After service in a stake presidency, he became a General Authority of the Church in the discontinued position of Assistant to the Quorum of the Twelve Apostles in 1958. In 1961 he himself became an Apostle and member of that Quorum, the youngest at that time.

In the early 1980s the ill health of both Church President Spencer W. Kimball and his octogenarian Counselors Nathan Eldon Tanner and Marion G. Romney led the Church leadership to resort to the occasional practice of adding an additional member of the First Presidency beyond the President and First and Second Counselors, and on July 23, 1981 Hinckley became an additional Counselor. On Tanner's death in 1982 Romney succeeded him as First Counselor and Hinckley succeeded Romney as Second Counselor.
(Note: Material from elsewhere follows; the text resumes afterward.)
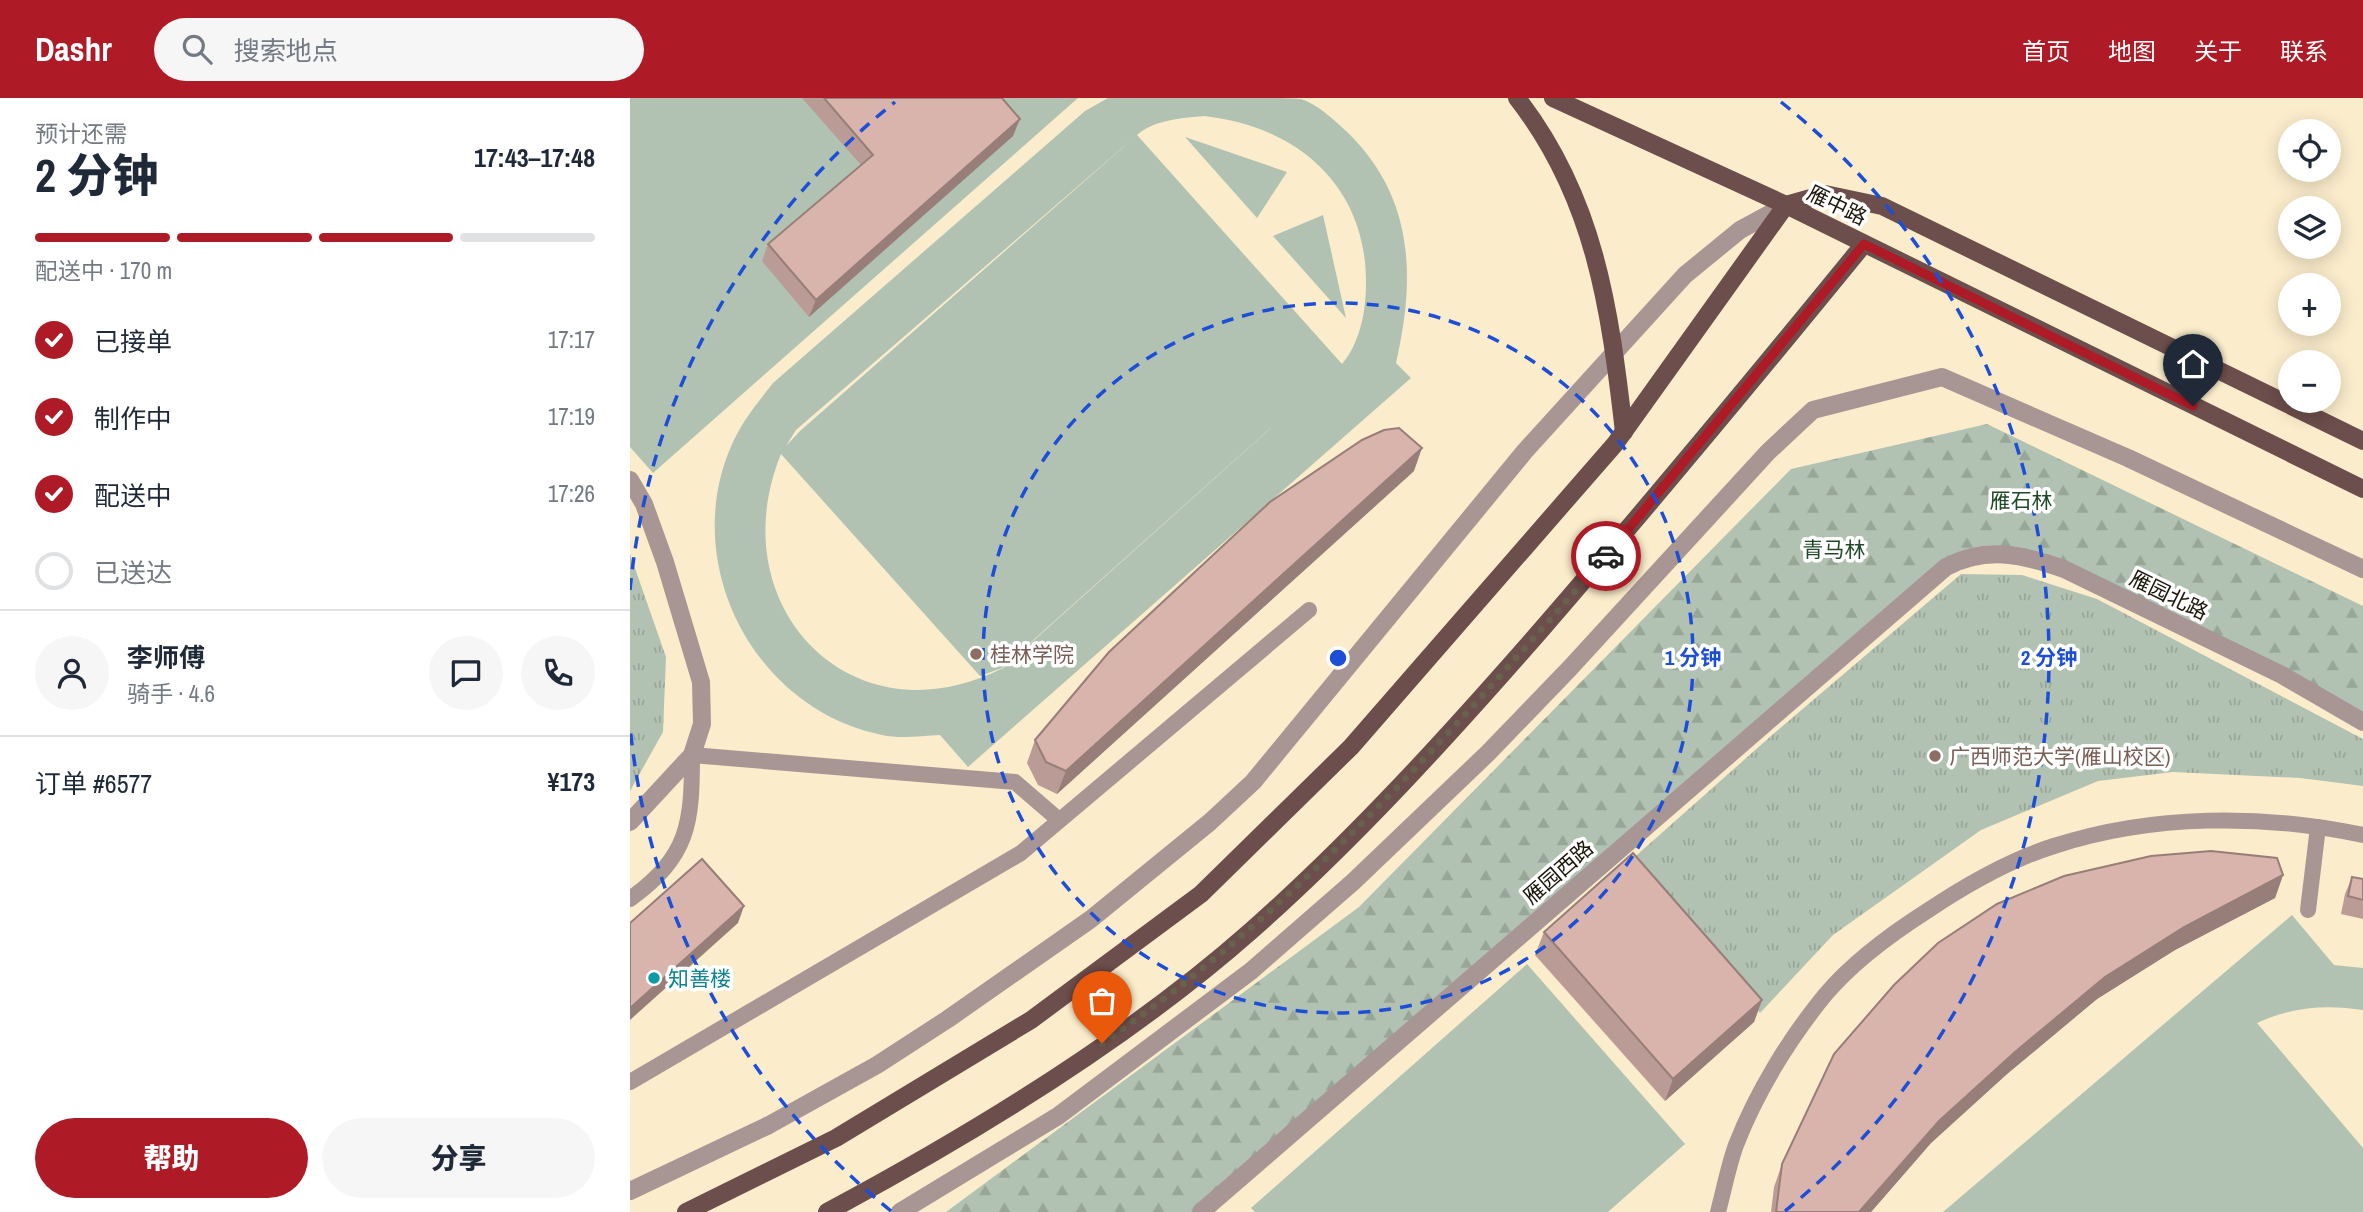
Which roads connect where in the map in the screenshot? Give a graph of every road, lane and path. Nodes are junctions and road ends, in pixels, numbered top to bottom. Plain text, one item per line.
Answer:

By this time however Hinckley was largely shouldering the burdens of the First Presidency himself, and though nominally his title remained Second Counselor, he was informally referred to in the press as "acting president of the church". Kimball and Romney were rarely seen in public until Kimball's death in November 1985.

Longtime President of the Quorum of the Twelve Apostles Ezra Taft Benson became Church President, and named Hinckley First Counselor, Romney nominally succeeding Benson as President of the Twelve though he never exercised the comparatively light duties of this position. Thomas S. Monson became Second Counselor, and for a while Hinckley's burdens were shared among a functioning First Presidency.

In the early 1990s however, the nonagenarian Benson developed serious health problems that removed him from public view, and First Counselor Hinckley was again viewed as "acting president" until Benson died in 1994. Howard W. Hunter, who had succeeded Romney as President of the Twelve, became Church President and confirmed Hinckley and Monson as his Counselors, Hinckley additionally becoming President of the Twelve by seniority. And when Hunter died after a presidency of only nine months, seniority made Hinckley president of the Church itself at the age of 84 (his two predecessors had both acceded at age 86).

Vigorous for his age, Hinckley has led the Church since, now the fourth oldest president in Church history. He has held steadfastly to some policies while moderating others.